Every line with the string "Give" should be copied from the data.

(Collected data entries)
++++++

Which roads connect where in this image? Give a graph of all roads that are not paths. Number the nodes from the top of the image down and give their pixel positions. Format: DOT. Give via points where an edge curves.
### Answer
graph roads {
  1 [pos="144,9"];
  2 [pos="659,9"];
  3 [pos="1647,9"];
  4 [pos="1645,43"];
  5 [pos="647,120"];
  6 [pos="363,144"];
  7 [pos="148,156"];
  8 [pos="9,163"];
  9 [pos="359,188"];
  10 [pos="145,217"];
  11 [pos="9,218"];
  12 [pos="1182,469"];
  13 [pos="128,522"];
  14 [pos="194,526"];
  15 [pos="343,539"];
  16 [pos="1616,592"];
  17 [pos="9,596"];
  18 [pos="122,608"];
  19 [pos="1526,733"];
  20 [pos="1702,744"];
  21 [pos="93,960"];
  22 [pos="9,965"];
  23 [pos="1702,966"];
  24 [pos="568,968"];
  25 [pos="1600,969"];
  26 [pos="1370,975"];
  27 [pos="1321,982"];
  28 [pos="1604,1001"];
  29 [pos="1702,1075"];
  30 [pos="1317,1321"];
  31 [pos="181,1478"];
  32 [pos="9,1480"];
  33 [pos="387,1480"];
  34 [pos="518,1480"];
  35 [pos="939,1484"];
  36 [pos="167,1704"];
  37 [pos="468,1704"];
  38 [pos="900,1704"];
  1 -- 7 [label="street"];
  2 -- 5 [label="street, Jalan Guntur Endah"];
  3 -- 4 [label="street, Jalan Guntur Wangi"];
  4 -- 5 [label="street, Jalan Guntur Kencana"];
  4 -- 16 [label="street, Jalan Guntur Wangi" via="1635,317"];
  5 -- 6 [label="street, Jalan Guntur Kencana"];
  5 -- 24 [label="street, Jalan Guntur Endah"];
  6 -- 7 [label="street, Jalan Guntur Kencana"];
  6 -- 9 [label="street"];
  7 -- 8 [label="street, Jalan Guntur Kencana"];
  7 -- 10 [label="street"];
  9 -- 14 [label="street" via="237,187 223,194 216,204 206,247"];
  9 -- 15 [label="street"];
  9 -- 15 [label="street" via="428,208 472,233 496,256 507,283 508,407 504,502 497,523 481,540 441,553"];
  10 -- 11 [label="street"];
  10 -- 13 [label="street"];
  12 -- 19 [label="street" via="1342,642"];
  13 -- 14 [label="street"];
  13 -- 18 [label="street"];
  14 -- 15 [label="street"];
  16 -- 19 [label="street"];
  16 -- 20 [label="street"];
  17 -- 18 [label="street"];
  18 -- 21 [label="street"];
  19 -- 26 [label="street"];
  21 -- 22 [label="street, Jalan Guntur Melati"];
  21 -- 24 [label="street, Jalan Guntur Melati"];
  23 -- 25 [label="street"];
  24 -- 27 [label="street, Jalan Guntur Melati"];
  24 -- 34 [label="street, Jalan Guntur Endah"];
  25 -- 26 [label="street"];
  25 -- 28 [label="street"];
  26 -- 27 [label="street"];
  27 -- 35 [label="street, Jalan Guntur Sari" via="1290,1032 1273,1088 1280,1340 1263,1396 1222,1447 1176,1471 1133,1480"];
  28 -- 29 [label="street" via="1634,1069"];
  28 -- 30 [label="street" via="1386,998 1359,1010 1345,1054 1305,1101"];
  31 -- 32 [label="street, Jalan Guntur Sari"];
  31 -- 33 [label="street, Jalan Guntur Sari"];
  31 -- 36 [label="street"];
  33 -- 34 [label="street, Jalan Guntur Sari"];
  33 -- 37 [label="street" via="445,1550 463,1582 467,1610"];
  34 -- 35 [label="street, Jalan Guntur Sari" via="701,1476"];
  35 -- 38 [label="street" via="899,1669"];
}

++++++

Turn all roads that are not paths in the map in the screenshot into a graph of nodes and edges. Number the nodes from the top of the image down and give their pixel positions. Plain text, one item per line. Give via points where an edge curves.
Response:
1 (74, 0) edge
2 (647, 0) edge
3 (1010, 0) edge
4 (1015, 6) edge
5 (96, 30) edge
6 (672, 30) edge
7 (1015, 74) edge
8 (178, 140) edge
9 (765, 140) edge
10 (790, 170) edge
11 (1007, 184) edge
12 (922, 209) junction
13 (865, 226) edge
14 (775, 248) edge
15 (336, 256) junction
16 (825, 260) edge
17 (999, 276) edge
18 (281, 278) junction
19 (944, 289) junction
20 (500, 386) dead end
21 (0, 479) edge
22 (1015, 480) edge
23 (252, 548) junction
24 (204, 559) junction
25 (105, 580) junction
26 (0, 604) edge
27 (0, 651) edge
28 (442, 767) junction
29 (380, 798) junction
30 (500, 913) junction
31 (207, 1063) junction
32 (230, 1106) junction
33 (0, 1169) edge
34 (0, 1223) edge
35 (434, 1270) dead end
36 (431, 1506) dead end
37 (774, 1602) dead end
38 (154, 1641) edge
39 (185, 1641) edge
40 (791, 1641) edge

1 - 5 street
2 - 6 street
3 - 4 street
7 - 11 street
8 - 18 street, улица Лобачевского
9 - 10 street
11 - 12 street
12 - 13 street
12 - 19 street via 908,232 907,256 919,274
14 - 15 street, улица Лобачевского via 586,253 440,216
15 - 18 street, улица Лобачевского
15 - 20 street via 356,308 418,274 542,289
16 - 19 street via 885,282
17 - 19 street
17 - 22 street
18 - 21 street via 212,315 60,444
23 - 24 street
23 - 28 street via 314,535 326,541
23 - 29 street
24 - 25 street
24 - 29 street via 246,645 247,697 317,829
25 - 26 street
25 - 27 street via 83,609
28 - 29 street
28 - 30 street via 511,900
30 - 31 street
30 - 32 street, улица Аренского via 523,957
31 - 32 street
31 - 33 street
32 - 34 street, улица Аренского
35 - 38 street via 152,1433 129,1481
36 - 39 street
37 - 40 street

++++++

§ Task result
Which roads connect where in this image? Give a graph of all roads that are not paths. Number the nodes from the top of the image down and give their pixel positions. Format: DOT. Give via points where an edge curves.
Turn all roads that are not paths in the map in the screenshot into a graph of nodes and edges. Number the nodes from the top of the image down and give their pixel positions. Plain text, one item per line. Give via points where an edge curves.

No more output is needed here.